3.1Weigeringsgrond als bedoeld in artikel 12 OLW
De facultatieve weigeringsgrond van artikel 12 OLW ziet op de toetsing van de verdedigingsrechten van de opgeëiste persoon in de procedure die ten grondslag ligt aan het EAB. In dit artikel is bepaald dat overlevering kan worden geweigerd wanneer de opgeëiste persoon niet is verschenen op het proces dat tot de beslissing heeft geleid, tenzij zich een van de in dat artikel onder a tot en met d genoemde omstandigheden heeft voorgedaan dan wel voordoet.
Vonnis 1, verzamelvonnis 2 en de aan verzamelvonnis 2 ten grondslag liggende vonnissen moeten aan artikel 12 OLW worden getoetst. Wat betreft het verzamelvonnis geldt dat als sprake is van wijziging van de duur van eerder onherroepelijk opgelegde straffen en de bevoegde autoriteit daarbij over een beoordelingsmarge heeft beschikt, de rechterlijke beslissing waarbij de verzamelstraf is opgelegd, moet worden getoetst aan artikel 4 bis Kaderbesluit 2002/584/JBZ en aan artikel 12 van de OLW (HvJ EU 10 augustus 2017, C-271/17 PPU, ECLI:EU:C:2017:629 (Zdziaszek)).
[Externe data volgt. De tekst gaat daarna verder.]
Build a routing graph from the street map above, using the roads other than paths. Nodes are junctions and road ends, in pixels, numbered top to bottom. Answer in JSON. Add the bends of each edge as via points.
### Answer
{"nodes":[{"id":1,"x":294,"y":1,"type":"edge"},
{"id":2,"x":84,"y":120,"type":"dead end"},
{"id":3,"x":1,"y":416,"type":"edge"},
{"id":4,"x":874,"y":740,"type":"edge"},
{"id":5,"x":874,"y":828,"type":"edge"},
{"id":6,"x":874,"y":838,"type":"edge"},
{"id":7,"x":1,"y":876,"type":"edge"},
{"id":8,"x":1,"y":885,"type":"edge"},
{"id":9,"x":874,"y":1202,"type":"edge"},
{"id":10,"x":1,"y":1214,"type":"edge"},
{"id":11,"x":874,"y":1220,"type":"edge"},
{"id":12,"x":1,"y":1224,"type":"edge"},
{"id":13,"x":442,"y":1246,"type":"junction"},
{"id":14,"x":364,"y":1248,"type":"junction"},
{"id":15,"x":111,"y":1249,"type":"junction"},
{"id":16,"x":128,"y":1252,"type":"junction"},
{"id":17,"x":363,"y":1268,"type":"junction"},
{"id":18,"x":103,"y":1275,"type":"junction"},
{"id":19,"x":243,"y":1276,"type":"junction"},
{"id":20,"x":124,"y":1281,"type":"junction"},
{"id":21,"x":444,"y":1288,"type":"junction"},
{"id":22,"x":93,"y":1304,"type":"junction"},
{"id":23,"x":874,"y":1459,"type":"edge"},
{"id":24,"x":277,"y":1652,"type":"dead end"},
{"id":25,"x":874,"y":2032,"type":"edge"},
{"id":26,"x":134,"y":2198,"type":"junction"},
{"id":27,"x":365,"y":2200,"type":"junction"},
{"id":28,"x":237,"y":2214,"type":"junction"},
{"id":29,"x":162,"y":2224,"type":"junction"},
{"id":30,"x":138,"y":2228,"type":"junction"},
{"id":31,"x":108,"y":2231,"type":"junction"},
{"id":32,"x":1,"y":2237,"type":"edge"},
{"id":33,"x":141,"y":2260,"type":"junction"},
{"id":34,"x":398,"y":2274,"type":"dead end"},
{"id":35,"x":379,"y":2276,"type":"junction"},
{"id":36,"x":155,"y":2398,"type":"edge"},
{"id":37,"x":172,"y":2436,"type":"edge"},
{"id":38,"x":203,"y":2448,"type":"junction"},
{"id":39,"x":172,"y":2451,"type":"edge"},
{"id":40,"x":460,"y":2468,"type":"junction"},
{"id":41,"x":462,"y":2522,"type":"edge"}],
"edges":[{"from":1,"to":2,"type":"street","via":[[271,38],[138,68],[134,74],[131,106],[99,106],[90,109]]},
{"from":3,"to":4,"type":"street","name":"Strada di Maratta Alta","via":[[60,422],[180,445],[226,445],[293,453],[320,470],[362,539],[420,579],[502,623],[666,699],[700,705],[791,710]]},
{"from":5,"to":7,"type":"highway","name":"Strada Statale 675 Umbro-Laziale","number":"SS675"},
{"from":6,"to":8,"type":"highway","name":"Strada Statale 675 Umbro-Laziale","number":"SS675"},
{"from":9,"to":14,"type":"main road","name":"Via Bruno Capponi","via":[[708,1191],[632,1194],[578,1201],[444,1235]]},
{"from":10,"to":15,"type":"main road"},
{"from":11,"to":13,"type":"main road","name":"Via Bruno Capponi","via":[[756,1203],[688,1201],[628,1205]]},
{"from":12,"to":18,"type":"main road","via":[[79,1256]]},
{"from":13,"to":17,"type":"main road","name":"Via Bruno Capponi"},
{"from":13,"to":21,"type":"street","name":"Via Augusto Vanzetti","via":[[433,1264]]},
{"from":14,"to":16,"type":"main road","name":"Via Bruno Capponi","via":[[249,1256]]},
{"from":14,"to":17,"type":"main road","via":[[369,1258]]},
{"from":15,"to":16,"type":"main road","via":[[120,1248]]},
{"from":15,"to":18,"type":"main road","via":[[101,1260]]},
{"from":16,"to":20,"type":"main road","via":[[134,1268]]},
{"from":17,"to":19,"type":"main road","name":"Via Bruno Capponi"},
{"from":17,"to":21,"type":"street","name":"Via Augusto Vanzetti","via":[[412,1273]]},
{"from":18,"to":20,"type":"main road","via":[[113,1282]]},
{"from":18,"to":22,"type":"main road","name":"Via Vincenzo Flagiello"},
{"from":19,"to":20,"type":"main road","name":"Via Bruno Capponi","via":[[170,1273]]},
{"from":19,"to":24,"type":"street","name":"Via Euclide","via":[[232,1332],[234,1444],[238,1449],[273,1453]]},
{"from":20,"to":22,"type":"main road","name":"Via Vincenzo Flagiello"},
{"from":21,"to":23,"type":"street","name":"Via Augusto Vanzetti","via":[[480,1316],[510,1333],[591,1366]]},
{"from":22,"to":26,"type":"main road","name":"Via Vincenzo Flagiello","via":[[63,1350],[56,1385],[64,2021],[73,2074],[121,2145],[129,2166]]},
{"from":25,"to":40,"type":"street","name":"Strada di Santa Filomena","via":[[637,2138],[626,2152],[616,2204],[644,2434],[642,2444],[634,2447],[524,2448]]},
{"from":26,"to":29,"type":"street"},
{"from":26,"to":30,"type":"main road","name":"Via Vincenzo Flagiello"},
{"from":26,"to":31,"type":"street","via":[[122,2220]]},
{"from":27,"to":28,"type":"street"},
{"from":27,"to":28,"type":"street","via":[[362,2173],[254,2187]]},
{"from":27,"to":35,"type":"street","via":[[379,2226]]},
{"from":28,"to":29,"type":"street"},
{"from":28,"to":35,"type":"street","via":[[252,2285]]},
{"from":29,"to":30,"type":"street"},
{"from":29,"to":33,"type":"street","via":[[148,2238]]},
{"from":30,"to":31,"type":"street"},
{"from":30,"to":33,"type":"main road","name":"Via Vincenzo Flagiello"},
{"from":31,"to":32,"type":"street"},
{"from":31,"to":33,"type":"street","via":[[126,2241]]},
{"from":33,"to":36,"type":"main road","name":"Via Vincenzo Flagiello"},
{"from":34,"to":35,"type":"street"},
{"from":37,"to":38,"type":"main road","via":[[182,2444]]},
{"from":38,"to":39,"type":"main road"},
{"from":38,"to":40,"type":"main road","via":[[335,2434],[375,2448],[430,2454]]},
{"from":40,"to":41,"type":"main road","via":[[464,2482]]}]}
Uit dit arrest volgt dat de bevoegde autoriteit bij Poolse verzamelvonnissen een beoordelingsmarge heeft met betrekking tot de duur van de verzamelstraf en dat Poolse verzamelvonnissen, die de duur van de opgelegde straffen wijzigen, dus altijd aan artikel 12 OLW moeten worden getoetst. Uit voornoemd arrest volgt dat ook de aan verzamelvonnissen ten grondslag liggende uitspraken, waarin onherroepelijk uitspraak is gedaan over de schuld van de opgeëiste persoon en hem op grond daarvan vrijheidsstraffen zijn opgelegd, moeten worden getoetst aan artikel 4 bis Kaderbesluit 2002/584/JBZ en aan artikel 12 van de OLW.
Standpunt van de raadsman
De raadsman heeft betoogd – kort samengevat – dat de weigeringsgrond van artikel 12 OLW ten aanzien van vonnis 1, verzamelvonnis 2 en de aan verzamelvonnis 2 ten grondslag liggende vonnissen kan worden toegepast en dat er geen redenen zijn om daarvan af te zien.
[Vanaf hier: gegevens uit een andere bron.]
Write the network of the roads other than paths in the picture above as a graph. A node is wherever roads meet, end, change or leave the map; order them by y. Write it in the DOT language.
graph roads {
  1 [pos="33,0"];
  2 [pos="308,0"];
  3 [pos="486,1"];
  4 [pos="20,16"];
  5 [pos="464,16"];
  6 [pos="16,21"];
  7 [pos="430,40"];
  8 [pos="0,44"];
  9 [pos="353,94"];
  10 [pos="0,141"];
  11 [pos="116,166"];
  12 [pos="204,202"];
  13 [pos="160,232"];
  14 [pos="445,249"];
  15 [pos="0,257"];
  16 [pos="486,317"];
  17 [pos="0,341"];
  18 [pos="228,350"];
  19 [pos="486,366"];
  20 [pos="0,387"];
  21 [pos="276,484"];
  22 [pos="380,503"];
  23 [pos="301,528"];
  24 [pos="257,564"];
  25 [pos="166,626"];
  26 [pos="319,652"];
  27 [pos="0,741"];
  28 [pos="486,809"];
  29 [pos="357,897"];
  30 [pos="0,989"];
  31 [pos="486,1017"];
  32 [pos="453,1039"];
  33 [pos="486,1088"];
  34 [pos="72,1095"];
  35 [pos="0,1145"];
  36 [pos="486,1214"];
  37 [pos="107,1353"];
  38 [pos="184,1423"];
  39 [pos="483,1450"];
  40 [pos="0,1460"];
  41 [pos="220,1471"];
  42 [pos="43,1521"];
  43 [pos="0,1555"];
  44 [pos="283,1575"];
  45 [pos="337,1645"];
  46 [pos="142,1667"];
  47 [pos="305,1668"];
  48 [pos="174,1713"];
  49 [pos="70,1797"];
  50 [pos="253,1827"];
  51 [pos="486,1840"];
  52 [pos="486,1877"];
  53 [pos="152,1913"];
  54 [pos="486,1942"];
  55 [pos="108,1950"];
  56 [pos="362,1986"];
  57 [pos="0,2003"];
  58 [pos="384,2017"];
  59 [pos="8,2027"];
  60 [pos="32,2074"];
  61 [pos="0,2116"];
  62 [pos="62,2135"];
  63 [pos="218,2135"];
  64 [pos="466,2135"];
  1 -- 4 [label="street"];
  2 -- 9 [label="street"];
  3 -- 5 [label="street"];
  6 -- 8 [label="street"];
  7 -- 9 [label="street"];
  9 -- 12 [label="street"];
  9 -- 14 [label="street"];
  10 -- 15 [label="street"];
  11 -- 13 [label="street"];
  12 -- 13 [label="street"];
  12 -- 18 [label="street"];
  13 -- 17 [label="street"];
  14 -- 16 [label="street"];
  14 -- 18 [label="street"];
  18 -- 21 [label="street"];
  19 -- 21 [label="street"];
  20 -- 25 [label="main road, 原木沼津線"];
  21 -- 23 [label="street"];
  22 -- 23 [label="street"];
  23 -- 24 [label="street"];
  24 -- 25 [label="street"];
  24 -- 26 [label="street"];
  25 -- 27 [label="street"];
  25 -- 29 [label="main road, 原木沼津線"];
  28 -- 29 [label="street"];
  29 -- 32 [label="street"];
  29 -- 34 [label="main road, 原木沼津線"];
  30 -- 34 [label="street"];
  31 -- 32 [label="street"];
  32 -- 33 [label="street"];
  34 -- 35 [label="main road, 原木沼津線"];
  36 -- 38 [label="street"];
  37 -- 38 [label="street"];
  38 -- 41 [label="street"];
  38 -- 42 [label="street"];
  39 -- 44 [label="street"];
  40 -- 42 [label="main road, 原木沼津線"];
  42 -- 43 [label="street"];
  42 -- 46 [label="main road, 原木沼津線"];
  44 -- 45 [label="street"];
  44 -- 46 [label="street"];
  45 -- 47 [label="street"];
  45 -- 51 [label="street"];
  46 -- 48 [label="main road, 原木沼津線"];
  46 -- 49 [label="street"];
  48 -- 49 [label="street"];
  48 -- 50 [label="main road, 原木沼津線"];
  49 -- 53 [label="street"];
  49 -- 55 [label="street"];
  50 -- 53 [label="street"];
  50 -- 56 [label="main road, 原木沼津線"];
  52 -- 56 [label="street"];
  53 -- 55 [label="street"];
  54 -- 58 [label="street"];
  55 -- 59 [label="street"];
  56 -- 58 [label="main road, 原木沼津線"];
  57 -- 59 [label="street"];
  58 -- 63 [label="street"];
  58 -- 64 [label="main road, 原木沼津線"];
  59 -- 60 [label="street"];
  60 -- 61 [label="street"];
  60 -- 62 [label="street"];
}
Standpunt van de officier van justitie
De officier van justitie heeft aangevoerd – kort samengevat – dat de weigeringsgrond van artikel 12 OLW ten aanzien van vonnis 1, verzamelvonnis 2 en de aan verzamelvonnis 2 ten grondslag liggende vonnissen kan worden toegepast, maar dat er redenen zijn om daarvan af te zien.
De rechtbank stelt vast dat vonnis 1 is gewezen, terwijl de opgeëiste persoon niet in persoon is verschenen bij het proces dat tot die beslissing heeft geleid, en dat – kort gezegd – is gewezen zonder dat zich één van de in artikel 12, onder a tot en met c, OLW genoemde omstandigheden heeft voorgedaan en evenmin een garantie als bedoeld in artikel 12, onder d, OLW is verstrekt.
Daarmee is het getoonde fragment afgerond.